A Bancada do PT na Câmara Municipal de São Paulo entrará com uma representação na Corregedoria da Polícia Militar do Estado de São Paulo, para apurar a reação violenta contra o sexto protesto organizado pelo Comitê de Luta contra o Aumento, que reúne ativistas do Movimento Passe Livre (MPL), além dos parlamentares. Em janeiro deste ano, a primeira manifestação realizada pelo movimento foi violentamente reprimida pela policia.
A vereadora Juliana Cardoso foi barrada pela GCM de ingressar no prédio da Prefeitura e os vereadores Donato e Zé Américo tiveram que aguardar por mais de uma hora para ser atendidos pelo secretário de Assuntos Institucionais da Prefeitura de São Paulo, Antonio Carlos Malufe. Quando tudo parecia caminhar para a negociação, Malufe ligou para um dos parlamentares afirmando que não existiria diálogo.

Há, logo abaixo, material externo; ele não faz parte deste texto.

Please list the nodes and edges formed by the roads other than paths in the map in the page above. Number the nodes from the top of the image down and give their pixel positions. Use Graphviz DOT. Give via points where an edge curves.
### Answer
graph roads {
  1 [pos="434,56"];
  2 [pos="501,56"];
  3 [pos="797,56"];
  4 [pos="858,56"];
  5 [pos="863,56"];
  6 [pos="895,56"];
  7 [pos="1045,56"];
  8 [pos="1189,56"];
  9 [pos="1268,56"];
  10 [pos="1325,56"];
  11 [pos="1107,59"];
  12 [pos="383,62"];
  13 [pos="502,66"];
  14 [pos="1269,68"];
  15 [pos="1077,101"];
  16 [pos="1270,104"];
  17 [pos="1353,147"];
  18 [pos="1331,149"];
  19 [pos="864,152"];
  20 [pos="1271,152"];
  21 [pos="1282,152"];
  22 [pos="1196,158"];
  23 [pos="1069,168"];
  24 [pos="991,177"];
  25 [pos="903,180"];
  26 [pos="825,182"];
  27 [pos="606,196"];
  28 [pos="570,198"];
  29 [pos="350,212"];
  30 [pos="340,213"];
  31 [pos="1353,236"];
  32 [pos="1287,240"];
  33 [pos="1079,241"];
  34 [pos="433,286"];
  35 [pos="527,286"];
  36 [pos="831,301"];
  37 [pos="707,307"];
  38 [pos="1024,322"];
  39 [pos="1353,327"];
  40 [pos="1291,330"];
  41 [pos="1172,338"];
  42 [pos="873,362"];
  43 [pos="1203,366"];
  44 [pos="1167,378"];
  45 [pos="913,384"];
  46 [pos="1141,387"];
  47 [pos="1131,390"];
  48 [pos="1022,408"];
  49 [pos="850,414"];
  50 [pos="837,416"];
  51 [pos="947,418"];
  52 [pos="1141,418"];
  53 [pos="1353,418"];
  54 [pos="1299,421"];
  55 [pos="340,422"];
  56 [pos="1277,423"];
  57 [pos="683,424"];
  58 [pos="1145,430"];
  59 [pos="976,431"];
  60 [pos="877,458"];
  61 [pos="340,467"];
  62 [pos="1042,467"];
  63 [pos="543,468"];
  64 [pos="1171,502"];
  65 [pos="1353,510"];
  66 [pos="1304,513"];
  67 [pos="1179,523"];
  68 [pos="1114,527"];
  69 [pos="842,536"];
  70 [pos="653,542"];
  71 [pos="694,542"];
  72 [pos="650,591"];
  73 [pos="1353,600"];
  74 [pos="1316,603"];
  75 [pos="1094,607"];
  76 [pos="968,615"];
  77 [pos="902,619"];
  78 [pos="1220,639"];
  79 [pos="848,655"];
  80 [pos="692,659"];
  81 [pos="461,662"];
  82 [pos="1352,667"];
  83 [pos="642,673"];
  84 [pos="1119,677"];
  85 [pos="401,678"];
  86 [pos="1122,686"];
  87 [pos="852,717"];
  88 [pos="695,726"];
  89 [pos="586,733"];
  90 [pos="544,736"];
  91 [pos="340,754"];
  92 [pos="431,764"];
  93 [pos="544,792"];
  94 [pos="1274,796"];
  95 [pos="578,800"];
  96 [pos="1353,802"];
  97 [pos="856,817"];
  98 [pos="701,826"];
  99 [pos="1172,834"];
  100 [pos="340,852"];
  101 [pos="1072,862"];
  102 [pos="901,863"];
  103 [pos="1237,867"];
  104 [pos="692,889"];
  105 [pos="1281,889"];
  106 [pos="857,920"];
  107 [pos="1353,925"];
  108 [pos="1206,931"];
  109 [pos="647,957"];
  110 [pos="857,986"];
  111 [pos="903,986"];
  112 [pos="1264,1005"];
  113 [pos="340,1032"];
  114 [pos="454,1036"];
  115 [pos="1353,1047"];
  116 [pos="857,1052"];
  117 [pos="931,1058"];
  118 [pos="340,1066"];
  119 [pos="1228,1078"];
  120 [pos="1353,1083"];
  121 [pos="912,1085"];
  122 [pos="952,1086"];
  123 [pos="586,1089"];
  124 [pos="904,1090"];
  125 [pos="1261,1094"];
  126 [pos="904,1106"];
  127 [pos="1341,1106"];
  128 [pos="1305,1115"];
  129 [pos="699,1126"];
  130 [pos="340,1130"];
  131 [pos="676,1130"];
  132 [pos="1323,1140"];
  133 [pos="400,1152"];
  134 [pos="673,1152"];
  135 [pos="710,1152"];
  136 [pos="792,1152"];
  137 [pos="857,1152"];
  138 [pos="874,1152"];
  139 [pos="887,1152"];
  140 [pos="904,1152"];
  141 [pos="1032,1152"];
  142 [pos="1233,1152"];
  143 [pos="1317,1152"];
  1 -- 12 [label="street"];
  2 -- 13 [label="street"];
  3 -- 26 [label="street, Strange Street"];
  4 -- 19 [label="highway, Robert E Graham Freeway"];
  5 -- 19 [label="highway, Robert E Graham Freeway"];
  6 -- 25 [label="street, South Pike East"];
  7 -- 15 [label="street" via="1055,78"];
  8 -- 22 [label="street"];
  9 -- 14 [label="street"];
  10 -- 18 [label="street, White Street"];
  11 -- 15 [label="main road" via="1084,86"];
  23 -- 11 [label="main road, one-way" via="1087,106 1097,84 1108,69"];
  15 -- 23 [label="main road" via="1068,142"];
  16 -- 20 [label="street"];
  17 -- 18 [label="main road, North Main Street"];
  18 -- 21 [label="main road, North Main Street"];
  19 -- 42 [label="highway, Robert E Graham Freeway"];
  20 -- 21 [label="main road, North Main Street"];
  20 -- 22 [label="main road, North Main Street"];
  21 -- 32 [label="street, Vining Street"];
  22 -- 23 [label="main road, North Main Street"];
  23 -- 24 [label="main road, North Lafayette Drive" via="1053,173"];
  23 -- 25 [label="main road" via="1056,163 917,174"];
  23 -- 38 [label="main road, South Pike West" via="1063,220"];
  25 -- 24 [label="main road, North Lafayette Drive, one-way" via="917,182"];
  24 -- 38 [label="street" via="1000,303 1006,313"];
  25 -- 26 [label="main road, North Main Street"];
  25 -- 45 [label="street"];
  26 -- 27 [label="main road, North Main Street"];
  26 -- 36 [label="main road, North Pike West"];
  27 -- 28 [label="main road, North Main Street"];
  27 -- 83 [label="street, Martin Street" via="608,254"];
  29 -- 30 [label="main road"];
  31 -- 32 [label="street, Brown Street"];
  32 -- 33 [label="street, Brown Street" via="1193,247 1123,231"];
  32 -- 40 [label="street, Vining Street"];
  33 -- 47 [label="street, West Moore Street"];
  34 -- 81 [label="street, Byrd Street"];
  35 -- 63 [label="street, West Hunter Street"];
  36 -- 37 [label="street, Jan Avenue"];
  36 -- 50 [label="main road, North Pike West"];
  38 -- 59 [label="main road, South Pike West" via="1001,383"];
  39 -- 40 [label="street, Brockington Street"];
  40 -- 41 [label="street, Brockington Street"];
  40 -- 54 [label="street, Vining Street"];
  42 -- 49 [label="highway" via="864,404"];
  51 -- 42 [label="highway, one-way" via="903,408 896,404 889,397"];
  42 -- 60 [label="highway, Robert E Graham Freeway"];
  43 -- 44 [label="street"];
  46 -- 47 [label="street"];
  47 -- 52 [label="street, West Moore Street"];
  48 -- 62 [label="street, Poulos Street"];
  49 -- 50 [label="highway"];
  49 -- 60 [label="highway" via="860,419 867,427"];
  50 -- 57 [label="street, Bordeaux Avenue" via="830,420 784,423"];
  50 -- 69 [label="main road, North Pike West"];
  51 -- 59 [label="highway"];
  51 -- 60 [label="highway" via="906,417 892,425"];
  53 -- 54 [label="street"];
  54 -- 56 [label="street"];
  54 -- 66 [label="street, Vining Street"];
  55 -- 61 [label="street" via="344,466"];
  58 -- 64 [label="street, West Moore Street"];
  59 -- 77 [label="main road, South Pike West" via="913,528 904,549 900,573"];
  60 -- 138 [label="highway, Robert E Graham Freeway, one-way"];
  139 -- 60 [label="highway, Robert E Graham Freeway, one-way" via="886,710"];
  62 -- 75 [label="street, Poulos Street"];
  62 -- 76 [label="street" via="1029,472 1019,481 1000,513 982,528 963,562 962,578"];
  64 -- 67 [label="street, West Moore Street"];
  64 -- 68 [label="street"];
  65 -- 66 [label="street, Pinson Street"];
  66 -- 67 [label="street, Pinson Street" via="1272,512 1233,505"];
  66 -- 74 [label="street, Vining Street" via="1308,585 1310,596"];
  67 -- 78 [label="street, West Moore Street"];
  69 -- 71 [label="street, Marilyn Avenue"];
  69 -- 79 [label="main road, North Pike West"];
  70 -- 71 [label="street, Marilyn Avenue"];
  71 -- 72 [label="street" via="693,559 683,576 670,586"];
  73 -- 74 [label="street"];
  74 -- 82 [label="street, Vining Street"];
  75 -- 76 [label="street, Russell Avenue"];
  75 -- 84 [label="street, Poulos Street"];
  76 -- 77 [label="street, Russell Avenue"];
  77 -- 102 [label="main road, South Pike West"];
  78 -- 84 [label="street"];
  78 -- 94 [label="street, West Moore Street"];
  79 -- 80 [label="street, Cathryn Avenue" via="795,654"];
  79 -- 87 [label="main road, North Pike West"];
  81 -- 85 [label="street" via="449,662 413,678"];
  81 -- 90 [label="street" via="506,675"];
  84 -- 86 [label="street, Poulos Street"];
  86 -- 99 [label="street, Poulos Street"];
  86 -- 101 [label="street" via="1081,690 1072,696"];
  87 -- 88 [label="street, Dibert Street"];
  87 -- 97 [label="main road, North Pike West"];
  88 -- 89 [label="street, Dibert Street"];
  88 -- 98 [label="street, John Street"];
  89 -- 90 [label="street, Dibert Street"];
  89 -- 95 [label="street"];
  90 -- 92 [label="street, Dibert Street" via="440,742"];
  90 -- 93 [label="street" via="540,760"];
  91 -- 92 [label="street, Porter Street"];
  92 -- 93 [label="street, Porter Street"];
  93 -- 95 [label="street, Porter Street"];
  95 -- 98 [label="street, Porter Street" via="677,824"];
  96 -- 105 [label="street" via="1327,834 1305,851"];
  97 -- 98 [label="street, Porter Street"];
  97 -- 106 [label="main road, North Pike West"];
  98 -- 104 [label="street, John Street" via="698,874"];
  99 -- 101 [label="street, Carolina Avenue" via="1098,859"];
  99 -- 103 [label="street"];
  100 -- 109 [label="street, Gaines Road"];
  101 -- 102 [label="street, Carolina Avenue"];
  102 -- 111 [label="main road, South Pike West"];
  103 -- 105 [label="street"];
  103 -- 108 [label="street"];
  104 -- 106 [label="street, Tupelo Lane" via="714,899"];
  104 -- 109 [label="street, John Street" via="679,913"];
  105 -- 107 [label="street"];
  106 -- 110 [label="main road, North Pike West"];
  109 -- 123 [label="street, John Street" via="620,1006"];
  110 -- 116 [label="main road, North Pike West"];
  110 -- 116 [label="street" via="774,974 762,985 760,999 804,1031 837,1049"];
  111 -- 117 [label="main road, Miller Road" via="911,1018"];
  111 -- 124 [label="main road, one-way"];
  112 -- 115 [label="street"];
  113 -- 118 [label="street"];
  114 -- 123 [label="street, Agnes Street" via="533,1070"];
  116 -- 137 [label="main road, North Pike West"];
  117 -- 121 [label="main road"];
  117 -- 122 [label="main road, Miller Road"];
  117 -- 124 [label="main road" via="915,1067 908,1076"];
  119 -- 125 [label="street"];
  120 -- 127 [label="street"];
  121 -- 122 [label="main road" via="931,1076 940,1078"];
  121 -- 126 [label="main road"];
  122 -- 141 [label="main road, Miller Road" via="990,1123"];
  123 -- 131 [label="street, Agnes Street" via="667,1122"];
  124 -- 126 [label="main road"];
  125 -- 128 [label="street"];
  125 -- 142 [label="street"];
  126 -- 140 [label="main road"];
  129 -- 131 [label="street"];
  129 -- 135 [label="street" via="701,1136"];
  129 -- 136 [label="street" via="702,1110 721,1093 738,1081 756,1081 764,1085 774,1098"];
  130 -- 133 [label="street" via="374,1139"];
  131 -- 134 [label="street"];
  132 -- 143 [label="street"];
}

Os manifestantes já irritados derrubaram a grade que isolava a frente da sede da Prefeitura, fortemente amparada por homens da Força Tática da Polícia Militar e da Guarda Civil Metropolitana. A PM respondeu com gás de efeito moral, spray de pimenta e tiros de borracha. Por volta das 16h, o Viaduto do Chá se tornou uma praça de guerra.

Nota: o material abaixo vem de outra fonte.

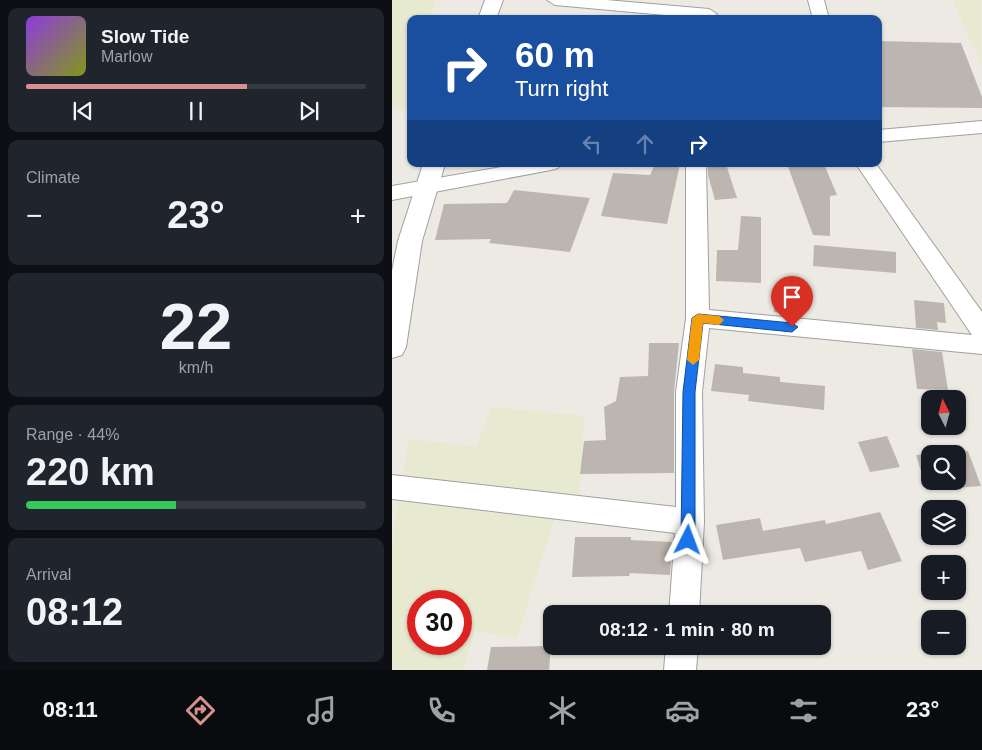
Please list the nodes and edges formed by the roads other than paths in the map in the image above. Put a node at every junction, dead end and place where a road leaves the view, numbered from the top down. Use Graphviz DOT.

Rogério Cruz, secretário de Juventude do PT Municipal de São Paulo, lembrou que a manifestação de ontem já estava prevista desde sábado, 12/02, assim como a reunião com o Executivo, marcadas na audiência pública realizada na Câmara naquele sábado.
Os vereadores José Américo e Donato foram negociar uma trégua com os policiais e foram agredidos por cassetetes e gás de pimenta. A vereadora Juliana Cardoso chegou a desmaiar após ser atingida por uma bomba de gás lacrimogêneo e ficou com um dos braços queimados pelo gás pimenta.
Ás 22h os jovens ainda estavam acorrentados e os parlamentares negociavam com a polícia sua liberação sem violências ou represálias. Só depois das 23h foram liberados e junto com os parlamentares sairam da Prefeitura. Do lado de fora, GCMs e policiais da Tropa de Choque intimidavam os manifestantes que permaneceram em frente a Prefeitura.